* What the exercise asks *
Your task is to restate the listing word for word without the pictures.

* Information given *
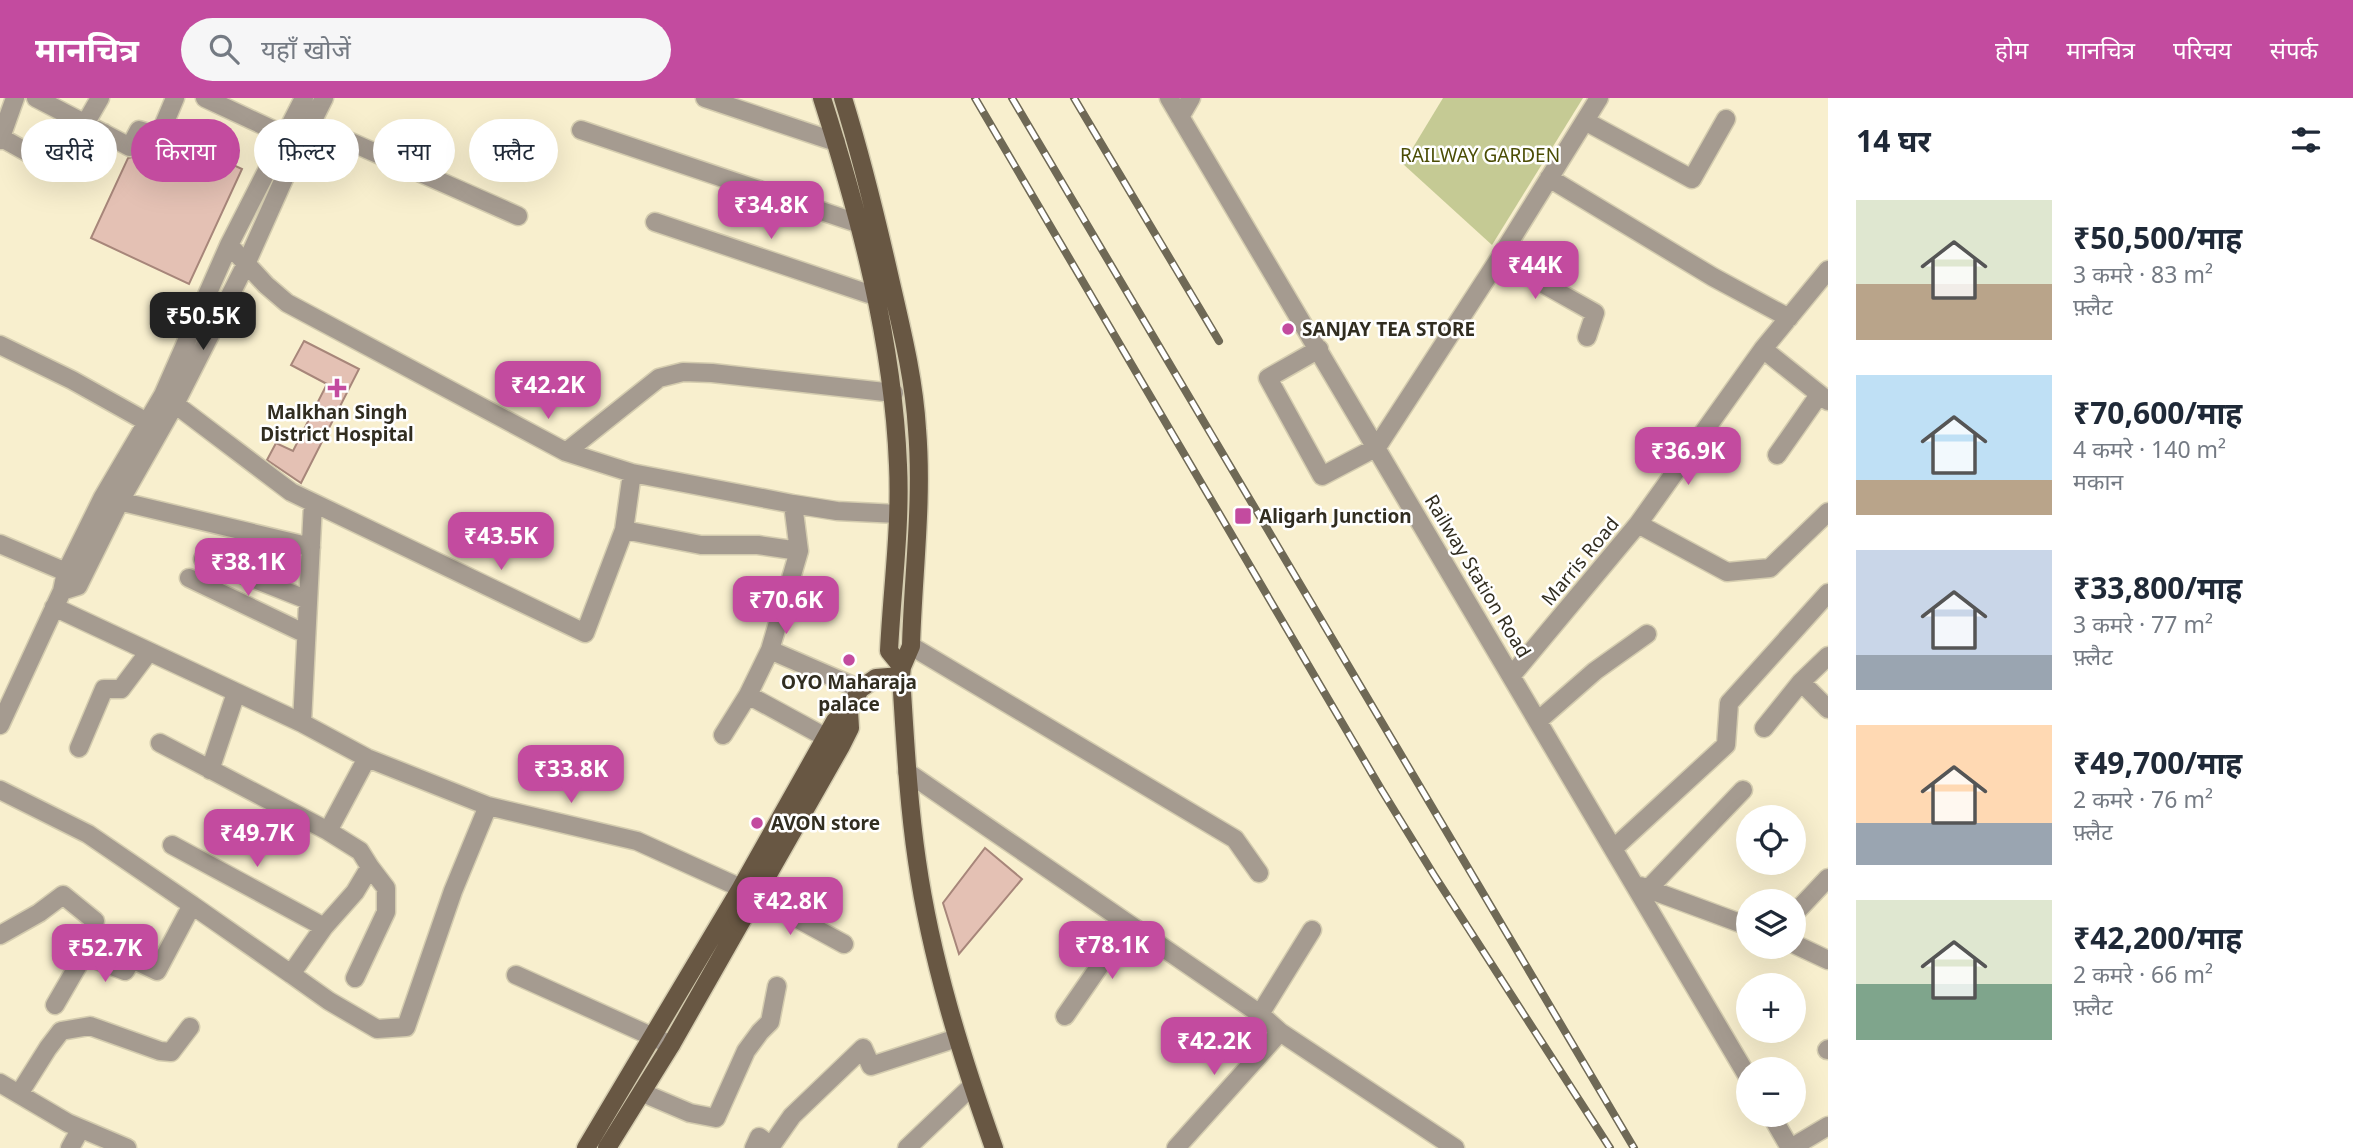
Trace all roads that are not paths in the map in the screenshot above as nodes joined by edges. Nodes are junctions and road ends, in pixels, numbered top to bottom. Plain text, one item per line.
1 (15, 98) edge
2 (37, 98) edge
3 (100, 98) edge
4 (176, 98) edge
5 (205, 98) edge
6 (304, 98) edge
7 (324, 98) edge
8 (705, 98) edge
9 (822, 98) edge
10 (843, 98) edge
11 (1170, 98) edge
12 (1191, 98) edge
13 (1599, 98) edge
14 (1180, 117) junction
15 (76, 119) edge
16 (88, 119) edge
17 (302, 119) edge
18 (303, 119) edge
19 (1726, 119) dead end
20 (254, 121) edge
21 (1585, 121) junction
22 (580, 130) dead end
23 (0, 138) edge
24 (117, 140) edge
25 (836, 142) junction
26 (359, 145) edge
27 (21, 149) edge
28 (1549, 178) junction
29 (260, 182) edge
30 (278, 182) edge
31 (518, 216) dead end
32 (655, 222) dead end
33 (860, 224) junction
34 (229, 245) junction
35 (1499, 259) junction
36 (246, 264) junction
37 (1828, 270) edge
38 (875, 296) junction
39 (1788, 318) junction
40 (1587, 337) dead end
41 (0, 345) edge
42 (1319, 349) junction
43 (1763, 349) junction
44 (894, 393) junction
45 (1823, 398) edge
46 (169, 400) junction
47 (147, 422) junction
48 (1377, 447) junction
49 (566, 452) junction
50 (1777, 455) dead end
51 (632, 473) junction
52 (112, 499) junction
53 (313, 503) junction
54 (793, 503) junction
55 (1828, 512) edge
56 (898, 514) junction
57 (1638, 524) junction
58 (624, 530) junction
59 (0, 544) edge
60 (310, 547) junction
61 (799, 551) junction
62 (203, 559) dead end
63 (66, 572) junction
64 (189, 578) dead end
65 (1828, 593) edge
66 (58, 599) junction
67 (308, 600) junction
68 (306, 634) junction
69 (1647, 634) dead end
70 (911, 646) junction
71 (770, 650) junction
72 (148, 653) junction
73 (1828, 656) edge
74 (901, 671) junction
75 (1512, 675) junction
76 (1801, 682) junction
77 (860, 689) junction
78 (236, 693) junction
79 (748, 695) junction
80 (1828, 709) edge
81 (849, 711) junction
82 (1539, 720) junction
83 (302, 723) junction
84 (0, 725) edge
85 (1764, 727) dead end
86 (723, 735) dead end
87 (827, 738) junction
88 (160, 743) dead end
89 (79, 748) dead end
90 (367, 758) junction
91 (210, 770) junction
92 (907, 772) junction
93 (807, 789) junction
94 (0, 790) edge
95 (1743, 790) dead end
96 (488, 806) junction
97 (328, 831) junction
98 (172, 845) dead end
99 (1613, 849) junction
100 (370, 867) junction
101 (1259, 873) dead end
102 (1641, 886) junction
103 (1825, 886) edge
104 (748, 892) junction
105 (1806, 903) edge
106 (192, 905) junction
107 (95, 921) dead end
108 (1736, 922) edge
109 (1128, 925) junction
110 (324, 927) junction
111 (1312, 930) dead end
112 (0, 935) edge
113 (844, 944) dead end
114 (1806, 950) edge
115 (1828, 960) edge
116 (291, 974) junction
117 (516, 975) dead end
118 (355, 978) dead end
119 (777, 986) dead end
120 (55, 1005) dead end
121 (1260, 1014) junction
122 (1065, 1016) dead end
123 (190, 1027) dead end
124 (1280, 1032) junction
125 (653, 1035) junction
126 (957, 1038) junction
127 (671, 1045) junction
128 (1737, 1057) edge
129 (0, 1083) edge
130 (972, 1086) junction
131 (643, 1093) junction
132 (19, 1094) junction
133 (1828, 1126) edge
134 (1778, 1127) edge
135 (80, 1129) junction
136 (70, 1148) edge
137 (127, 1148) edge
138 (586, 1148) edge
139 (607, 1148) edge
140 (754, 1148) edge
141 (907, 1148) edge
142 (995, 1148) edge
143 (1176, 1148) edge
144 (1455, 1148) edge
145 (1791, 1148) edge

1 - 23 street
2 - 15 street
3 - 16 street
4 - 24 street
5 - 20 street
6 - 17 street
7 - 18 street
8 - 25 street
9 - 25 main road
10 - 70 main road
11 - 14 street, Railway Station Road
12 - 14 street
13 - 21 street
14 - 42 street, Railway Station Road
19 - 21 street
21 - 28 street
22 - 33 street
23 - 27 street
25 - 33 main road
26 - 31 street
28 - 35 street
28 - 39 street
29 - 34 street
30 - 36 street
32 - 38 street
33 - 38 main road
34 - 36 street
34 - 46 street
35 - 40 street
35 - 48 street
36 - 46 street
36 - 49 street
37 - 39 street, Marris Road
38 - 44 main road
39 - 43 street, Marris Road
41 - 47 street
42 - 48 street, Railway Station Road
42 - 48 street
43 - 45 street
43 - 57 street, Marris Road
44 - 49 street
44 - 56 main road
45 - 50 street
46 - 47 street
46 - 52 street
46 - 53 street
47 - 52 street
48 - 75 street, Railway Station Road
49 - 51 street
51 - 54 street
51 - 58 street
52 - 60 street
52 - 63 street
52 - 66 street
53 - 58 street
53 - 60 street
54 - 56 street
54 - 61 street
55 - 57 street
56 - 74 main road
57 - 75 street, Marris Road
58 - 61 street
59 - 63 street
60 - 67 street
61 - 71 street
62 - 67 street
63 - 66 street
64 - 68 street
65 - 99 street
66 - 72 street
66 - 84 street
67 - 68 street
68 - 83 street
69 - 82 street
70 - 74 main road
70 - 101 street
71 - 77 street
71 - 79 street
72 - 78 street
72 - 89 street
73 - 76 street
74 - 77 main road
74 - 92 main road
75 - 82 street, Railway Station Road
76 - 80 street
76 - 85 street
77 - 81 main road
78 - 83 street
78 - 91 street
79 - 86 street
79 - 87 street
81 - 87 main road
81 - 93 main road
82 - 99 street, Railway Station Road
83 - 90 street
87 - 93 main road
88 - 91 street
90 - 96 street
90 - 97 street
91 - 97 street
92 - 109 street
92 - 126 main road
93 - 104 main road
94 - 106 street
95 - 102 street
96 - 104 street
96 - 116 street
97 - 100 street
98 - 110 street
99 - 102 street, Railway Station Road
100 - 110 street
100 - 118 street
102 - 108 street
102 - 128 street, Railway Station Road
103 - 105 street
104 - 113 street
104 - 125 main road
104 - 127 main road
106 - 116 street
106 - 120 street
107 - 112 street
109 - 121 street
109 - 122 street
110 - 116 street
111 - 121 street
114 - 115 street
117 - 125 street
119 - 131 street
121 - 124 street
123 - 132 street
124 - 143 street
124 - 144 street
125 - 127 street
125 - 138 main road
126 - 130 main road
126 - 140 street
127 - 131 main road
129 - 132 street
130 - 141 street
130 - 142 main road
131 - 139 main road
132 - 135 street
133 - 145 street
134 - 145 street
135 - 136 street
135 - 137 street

* Solution below *
Trace all roads that are not paths in the map in the screenshot above as nodes joined by edges. Nodes are junctions and road ends, in pixels, numbered top to bottom. Plain text, one item per line.
1 (15, 98) edge
2 (37, 98) edge
3 (100, 98) edge
4 (176, 98) edge
5 (205, 98) edge
6 (304, 98) edge
7 (324, 98) edge
8 (705, 98) edge
9 (822, 98) edge
10 (843, 98) edge
11 (1170, 98) edge
12 (1191, 98) edge
13 (1599, 98) edge
14 (1180, 117) junction
15 (76, 119) edge
16 (88, 119) edge
17 (302, 119) edge
18 (303, 119) edge
19 (1726, 119) dead end
20 (254, 121) edge
21 (1585, 121) junction
22 (580, 130) dead end
23 (0, 138) edge
24 (117, 140) edge
25 (836, 142) junction
26 (359, 145) edge
27 (21, 149) edge
28 (1549, 178) junction
29 (260, 182) edge
30 (278, 182) edge
31 (518, 216) dead end
32 (655, 222) dead end
33 (860, 224) junction
34 (229, 245) junction
35 (1499, 259) junction
36 (246, 264) junction
37 (1828, 270) edge
38 (875, 296) junction
39 (1788, 318) junction
40 (1587, 337) dead end
41 (0, 345) edge
42 (1319, 349) junction
43 (1763, 349) junction
44 (894, 393) junction
45 (1823, 398) edge
46 (169, 400) junction
47 (147, 422) junction
48 (1377, 447) junction
49 (566, 452) junction
50 (1777, 455) dead end
51 (632, 473) junction
52 (112, 499) junction
53 (313, 503) junction
54 (793, 503) junction
55 (1828, 512) edge
56 (898, 514) junction
57 (1638, 524) junction
58 (624, 530) junction
59 (0, 544) edge
60 (310, 547) junction
61 (799, 551) junction
62 (203, 559) dead end
63 (66, 572) junction
64 (189, 578) dead end
65 (1828, 593) edge
66 (58, 599) junction
67 (308, 600) junction
68 (306, 634) junction
69 (1647, 634) dead end
70 (911, 646) junction
71 (770, 650) junction
72 (148, 653) junction
73 (1828, 656) edge
74 (901, 671) junction
75 (1512, 675) junction
76 (1801, 682) junction
77 (860, 689) junction
78 (236, 693) junction
79 (748, 695) junction
80 (1828, 709) edge
81 (849, 711) junction
82 (1539, 720) junction
83 (302, 723) junction
84 (0, 725) edge
85 (1764, 727) dead end
86 (723, 735) dead end
87 (827, 738) junction
88 (160, 743) dead end
89 (79, 748) dead end
90 (367, 758) junction
91 (210, 770) junction
92 (907, 772) junction
93 (807, 789) junction
94 (0, 790) edge
95 (1743, 790) dead end
96 (488, 806) junction
97 (328, 831) junction
98 (172, 845) dead end
99 (1613, 849) junction
100 (370, 867) junction
101 (1259, 873) dead end
102 (1641, 886) junction
103 (1825, 886) edge
104 (748, 892) junction
105 (1806, 903) edge
106 (192, 905) junction
107 (95, 921) dead end
108 (1736, 922) edge
109 (1128, 925) junction
110 (324, 927) junction
111 (1312, 930) dead end
112 (0, 935) edge
113 (844, 944) dead end
114 (1806, 950) edge
115 (1828, 960) edge
116 (291, 974) junction
117 (516, 975) dead end
118 (355, 978) dead end
119 (777, 986) dead end
120 (55, 1005) dead end
121 (1260, 1014) junction
122 (1065, 1016) dead end
123 (190, 1027) dead end
124 (1280, 1032) junction
125 (653, 1035) junction
126 (957, 1038) junction
127 (671, 1045) junction
128 (1737, 1057) edge
129 (0, 1083) edge
130 (972, 1086) junction
131 (643, 1093) junction
132 (19, 1094) junction
133 (1828, 1126) edge
134 (1778, 1127) edge
135 (80, 1129) junction
136 (70, 1148) edge
137 (127, 1148) edge
138 (586, 1148) edge
139 (607, 1148) edge
140 (754, 1148) edge
141 (907, 1148) edge
142 (995, 1148) edge
143 (1176, 1148) edge
144 (1455, 1148) edge
145 (1791, 1148) edge

1 - 23 street
2 - 15 street
3 - 16 street
4 - 24 street
5 - 20 street
6 - 17 street
7 - 18 street
8 - 25 street
9 - 25 main road
10 - 70 main road
11 - 14 street, Railway Station Road
12 - 14 street
13 - 21 street
14 - 42 street, Railway Station Road
19 - 21 street
21 - 28 street
22 - 33 street
23 - 27 street
25 - 33 main road
26 - 31 street
28 - 35 street
28 - 39 street
29 - 34 street
30 - 36 street
32 - 38 street
33 - 38 main road
34 - 36 street
34 - 46 street
35 - 40 street
35 - 48 street
36 - 46 street
36 - 49 street
37 - 39 street, Marris Road
38 - 44 main road
39 - 43 street, Marris Road
41 - 47 street
42 - 48 street, Railway Station Road
42 - 48 street
43 - 45 street
43 - 57 street, Marris Road
44 - 49 street
44 - 56 main road
45 - 50 street
46 - 47 street
46 - 52 street
46 - 53 street
47 - 52 street
48 - 75 street, Railway Station Road
49 - 51 street
51 - 54 street
51 - 58 street
52 - 60 street
52 - 63 street
52 - 66 street
53 - 58 street
53 - 60 street
54 - 56 street
54 - 61 street
55 - 57 street
56 - 74 main road
57 - 75 street, Marris Road
58 - 61 street
59 - 63 street
60 - 67 street
61 - 71 street
62 - 67 street
63 - 66 street
64 - 68 street
65 - 99 street
66 - 72 street
66 - 84 street
67 - 68 street
68 - 83 street
69 - 82 street
70 - 74 main road
70 - 101 street
71 - 77 street
71 - 79 street
72 - 78 street
72 - 89 street
73 - 76 street
74 - 77 main road
74 - 92 main road
75 - 82 street, Railway Station Road
76 - 80 street
76 - 85 street
77 - 81 main road
78 - 83 street
78 - 91 street
79 - 86 street
79 - 87 street
81 - 87 main road
81 - 93 main road
82 - 99 street, Railway Station Road
83 - 90 street
87 - 93 main road
88 - 91 street
90 - 96 street
90 - 97 street
91 - 97 street
92 - 109 street
92 - 126 main road
93 - 104 main road
94 - 106 street
95 - 102 street
96 - 104 street
96 - 116 street
97 - 100 street
98 - 110 street
99 - 102 street, Railway Station Road
100 - 110 street
100 - 118 street
102 - 108 street
102 - 128 street, Railway Station Road
103 - 105 street
104 - 113 street
104 - 125 main road
104 - 127 main road
106 - 116 street
106 - 120 street
107 - 112 street
109 - 121 street
109 - 122 street
110 - 116 street
111 - 121 street
114 - 115 street
117 - 125 street
119 - 131 street
121 - 124 street
123 - 132 street
124 - 143 street
124 - 144 street
125 - 127 street
125 - 138 main road
126 - 130 main road
126 - 140 street
127 - 131 main road
129 - 132 street
130 - 141 street
130 - 142 main road
131 - 139 main road
132 - 135 street
133 - 145 street
134 - 145 street
135 - 136 street
135 - 137 street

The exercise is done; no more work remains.